Sementara itu, Tati lewat kuasa hukumnya berpendapat, Shell tidak mampu melindungi dirinya sebagai pelanggan dari kelangkaan pasokan BBM RON 98 tersebut.
“Penggugat terpaksa menggunakan BBM jenis yang tersedia yaitu Shell Super dengan RON 92, sehingga menimbulkan kekhawatiran terjadi kerusakan pada kendaraan milik penggugat yang telah terbiasa menggunakakan V-Power Nitro+ RON 98,” tulis Boyamin.
Adapun, Tati menghitung kerugian materiel yang timbul dari ketiadaan V-Power Nitro+ RON 98 itu mencapai Rp1,16 juta. Alasannya, penggugat tidak menggunakan kendaraan lagi sejak 14 September 2024 hingga saat ini.
Lebih lanjut, Tati turut menghitung potensi kerugian imateriel yang timbul akibat permasalahan ini mencapai Rp500 juta, lantaran kecemasan yang timbul dari penggunaan RON 92 untuk mobilnya.
Tati lewat kuasa hukumnya meminta pengadilan untuk menyatakan Bahlil, Pertamina, dan Shell Indonesia telah melawan hukum.
Selain itu, Tati meminta pengadilan untuk menghukum tergugat mengganti kerugian materiel dan imateriel dari kelangkaan BBM Shell kualitas tinggi tersebut.
Sebelumnya, Pertamina telah melakukan impor BBM dasaran atau base fuel sebanyak 200.000 barel lewat dua kali pembelian. BBM dasaran itu rencanannya akan disalurkan ke sejumlah operator SPBU swasta untuk menambal kelangkaan bensin.
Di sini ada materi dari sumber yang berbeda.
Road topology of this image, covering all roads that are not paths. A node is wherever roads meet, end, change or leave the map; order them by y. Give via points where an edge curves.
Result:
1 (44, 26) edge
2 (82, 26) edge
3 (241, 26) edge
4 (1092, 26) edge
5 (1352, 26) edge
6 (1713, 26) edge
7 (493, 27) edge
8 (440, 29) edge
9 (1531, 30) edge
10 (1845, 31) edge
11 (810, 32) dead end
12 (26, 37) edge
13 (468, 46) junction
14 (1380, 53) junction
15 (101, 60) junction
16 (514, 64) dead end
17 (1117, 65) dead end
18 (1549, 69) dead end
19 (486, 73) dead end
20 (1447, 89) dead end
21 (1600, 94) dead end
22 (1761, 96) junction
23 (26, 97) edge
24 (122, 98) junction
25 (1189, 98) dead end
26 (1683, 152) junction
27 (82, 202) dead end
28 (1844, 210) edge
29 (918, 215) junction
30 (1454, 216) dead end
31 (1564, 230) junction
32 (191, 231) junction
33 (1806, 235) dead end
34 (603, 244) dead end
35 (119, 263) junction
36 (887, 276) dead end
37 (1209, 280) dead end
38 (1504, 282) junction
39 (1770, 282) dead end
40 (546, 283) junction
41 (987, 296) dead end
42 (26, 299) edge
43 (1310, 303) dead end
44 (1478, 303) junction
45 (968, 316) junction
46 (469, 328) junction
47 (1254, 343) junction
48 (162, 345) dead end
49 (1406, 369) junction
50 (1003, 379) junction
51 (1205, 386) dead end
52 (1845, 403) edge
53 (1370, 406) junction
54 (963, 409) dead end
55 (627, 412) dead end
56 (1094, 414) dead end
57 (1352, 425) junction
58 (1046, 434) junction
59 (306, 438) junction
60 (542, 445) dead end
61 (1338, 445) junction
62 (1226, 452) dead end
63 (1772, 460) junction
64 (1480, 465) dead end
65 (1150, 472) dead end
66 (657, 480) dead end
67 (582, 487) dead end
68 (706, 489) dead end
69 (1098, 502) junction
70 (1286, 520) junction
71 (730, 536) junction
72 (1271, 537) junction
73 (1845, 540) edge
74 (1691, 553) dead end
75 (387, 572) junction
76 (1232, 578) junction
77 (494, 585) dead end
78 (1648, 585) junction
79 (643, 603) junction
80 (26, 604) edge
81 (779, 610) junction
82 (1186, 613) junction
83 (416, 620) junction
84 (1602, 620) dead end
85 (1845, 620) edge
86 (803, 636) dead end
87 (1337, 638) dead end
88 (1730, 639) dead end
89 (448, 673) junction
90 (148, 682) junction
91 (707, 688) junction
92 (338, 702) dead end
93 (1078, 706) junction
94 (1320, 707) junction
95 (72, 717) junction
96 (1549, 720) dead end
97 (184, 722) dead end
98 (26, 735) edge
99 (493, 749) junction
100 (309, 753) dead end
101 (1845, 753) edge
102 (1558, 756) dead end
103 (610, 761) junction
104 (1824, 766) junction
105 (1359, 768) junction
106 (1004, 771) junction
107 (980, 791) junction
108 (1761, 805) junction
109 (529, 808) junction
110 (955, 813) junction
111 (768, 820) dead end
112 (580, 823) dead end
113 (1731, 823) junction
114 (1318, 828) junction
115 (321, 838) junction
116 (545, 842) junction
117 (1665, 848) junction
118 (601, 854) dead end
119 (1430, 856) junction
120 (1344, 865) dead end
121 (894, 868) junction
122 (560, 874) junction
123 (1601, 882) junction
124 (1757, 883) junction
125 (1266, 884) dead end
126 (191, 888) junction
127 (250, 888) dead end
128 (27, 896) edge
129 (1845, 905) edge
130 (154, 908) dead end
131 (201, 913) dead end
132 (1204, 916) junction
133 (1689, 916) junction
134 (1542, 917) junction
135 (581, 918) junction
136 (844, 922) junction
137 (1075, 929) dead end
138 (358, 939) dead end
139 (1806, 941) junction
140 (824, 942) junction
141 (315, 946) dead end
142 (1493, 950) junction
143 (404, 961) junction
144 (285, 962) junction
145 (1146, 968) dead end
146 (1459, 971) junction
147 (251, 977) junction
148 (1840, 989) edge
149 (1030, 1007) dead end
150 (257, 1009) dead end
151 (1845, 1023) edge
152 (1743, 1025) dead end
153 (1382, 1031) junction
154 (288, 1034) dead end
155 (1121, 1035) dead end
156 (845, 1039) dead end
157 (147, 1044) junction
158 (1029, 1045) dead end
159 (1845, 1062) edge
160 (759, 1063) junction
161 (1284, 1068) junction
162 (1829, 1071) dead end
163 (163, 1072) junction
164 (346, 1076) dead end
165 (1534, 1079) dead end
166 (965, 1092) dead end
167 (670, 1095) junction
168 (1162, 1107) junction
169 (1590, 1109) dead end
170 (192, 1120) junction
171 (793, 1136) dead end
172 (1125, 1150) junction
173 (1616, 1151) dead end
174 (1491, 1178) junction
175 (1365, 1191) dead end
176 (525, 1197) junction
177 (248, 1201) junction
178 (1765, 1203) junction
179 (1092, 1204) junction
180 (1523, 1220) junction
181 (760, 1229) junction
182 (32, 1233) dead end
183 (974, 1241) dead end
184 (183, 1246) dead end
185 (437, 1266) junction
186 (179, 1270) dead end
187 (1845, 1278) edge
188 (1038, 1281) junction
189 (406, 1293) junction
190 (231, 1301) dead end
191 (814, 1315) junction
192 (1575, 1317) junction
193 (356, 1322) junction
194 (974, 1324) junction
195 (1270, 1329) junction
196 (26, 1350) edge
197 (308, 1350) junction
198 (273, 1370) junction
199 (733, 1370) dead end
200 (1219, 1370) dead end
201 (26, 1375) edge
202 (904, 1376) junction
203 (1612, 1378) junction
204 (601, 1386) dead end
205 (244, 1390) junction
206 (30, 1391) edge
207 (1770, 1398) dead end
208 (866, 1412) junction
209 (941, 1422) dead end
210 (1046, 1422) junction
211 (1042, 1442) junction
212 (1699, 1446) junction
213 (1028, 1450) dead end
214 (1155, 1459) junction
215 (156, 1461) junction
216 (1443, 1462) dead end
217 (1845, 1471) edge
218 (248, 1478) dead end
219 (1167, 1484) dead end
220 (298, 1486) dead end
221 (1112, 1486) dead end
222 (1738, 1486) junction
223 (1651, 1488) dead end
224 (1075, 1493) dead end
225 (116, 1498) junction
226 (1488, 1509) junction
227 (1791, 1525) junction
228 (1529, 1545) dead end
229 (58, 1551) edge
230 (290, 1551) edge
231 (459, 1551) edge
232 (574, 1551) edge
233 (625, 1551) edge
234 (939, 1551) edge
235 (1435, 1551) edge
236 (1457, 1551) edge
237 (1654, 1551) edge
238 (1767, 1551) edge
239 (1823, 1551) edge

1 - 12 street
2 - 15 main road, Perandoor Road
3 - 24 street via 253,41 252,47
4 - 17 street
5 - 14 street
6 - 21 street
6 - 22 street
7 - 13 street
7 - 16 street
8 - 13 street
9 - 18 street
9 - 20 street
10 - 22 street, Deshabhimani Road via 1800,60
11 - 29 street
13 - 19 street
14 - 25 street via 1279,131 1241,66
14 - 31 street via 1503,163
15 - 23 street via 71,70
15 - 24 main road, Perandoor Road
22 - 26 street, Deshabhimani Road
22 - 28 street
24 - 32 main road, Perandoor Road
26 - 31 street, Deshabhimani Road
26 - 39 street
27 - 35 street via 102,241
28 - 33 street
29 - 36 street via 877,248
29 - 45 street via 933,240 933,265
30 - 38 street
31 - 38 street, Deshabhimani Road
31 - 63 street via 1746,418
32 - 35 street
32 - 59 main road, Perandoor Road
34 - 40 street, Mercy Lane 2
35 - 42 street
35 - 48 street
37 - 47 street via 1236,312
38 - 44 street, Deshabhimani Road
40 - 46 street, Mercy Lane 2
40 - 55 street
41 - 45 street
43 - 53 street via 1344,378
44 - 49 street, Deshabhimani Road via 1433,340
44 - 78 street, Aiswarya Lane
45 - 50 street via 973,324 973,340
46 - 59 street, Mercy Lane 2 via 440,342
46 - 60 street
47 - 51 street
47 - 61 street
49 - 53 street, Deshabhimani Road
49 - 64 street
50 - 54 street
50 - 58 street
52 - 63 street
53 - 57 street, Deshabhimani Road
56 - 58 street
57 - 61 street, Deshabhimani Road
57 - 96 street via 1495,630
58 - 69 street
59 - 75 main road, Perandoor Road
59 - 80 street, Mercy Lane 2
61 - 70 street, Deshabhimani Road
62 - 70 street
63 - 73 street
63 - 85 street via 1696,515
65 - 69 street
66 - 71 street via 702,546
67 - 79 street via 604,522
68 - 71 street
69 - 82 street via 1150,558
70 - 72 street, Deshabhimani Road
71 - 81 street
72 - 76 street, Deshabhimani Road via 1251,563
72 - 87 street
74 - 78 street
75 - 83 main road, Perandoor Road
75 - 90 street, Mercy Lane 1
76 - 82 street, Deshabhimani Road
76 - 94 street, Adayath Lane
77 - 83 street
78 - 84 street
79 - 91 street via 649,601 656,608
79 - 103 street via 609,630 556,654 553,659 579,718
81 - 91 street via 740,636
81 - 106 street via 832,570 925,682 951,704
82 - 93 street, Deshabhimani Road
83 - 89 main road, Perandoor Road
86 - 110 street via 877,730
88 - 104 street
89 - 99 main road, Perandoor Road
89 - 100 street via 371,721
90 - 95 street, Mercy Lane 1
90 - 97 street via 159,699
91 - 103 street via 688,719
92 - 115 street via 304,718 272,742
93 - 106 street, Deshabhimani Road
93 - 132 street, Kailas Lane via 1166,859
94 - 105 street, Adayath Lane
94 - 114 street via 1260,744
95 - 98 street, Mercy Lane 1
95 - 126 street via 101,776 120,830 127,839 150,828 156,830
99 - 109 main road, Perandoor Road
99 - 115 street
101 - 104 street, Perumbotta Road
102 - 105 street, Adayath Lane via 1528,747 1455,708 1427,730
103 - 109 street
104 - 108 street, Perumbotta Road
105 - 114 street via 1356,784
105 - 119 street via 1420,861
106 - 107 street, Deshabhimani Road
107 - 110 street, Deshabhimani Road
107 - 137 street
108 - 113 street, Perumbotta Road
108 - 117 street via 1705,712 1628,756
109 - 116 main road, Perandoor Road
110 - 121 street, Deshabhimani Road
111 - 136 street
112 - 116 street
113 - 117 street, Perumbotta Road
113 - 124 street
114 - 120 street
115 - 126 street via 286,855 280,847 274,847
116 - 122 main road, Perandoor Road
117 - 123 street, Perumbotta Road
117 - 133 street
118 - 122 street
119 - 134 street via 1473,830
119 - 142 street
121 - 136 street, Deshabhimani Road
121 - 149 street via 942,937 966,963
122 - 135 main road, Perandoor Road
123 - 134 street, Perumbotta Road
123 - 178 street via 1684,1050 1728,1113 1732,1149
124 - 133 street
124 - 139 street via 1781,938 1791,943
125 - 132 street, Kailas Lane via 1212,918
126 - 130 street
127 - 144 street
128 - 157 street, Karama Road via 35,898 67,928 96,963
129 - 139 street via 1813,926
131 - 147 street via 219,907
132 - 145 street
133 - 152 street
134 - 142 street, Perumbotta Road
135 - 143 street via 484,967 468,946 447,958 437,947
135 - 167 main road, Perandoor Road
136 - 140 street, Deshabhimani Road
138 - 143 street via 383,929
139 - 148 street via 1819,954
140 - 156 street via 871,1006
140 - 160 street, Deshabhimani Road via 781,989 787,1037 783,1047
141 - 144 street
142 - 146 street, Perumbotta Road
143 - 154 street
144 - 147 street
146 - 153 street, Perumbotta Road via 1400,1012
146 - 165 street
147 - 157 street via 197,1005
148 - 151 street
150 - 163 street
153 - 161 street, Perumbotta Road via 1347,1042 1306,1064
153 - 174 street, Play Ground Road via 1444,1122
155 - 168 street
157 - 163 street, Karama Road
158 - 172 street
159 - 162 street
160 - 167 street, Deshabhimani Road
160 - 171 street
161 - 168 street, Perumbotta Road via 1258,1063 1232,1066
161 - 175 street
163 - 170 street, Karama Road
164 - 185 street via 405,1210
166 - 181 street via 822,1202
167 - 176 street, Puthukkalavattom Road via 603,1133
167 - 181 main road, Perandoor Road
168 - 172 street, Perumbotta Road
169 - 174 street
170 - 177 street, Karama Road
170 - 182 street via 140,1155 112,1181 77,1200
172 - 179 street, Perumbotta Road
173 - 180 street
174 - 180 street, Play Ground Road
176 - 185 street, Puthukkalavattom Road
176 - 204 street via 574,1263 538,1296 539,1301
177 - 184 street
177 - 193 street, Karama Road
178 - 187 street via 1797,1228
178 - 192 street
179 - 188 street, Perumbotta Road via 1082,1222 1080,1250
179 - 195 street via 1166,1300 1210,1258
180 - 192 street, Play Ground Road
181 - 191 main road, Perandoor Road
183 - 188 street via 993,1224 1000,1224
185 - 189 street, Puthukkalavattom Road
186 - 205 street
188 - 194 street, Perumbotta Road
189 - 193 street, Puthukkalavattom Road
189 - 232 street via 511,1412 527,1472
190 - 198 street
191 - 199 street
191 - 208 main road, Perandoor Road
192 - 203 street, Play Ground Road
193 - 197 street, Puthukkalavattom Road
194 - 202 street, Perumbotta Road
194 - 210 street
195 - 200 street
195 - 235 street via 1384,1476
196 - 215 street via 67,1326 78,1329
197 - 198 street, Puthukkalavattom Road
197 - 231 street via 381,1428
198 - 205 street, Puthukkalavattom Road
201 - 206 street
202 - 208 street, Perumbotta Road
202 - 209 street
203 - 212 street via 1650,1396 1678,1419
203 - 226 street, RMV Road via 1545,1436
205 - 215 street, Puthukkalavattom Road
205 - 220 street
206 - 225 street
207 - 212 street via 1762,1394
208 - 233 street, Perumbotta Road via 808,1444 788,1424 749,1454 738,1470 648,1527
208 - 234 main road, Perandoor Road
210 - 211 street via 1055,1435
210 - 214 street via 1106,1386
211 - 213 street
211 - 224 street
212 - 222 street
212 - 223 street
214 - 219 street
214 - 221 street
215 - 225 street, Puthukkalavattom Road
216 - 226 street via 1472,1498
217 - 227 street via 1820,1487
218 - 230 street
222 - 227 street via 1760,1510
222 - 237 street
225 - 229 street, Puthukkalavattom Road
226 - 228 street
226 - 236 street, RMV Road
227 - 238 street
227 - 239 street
Hanya saja, operator SPBU swasta tak kunjung sepakat untuk membeli seluruh base fuel yang telah disiapkan Pertamina. Belakangan, 200.000 barel base fuel itu digunakan untuk keperluan internal perusahaan pelat merah tersebut.
Upaya impor base fuel yang dilakukan Pertamina berujung penolakan operator SPBU swasta dengan berbagai alasan; mulai dari ditolak Vivo akibat adanya kandungan etanol 3,5% hingga disoal BP-AKR imbas ketiadaan dokumen certificate of origin.
Adapun, lima operator SPBU swasta yang terlibat dalam proses negosiasi B2B dengan Pertamina a.l. PT Aneka Petroindo Raya (BP-AKR), PT Vivo Energy Indonesia (Vivo), PT ExxonMobil Lubricants Indonesia (Mobil), PT AKR Corporindo Tbk. (AKRA), dan PT Shell Indonesia (Shell).
Berdasarkan data Kementerian ESDM, Pertamina Patra Niaga masih memiliki sisa kuota impor sebesar 34% atau sekitar 7,52 juta kiloliter (kl) untuk 2025.
Sementara itu, PPN menyebut operator SPBU swasta membutuhkan tambahan pasokan BBM dengan RON 92 sebanyak 1,2 juta barel base fuel, serta RON 98 sejumlah 270.000 barel base fuel untuk mencukupi kebutuhan hingga akhir tahun ini.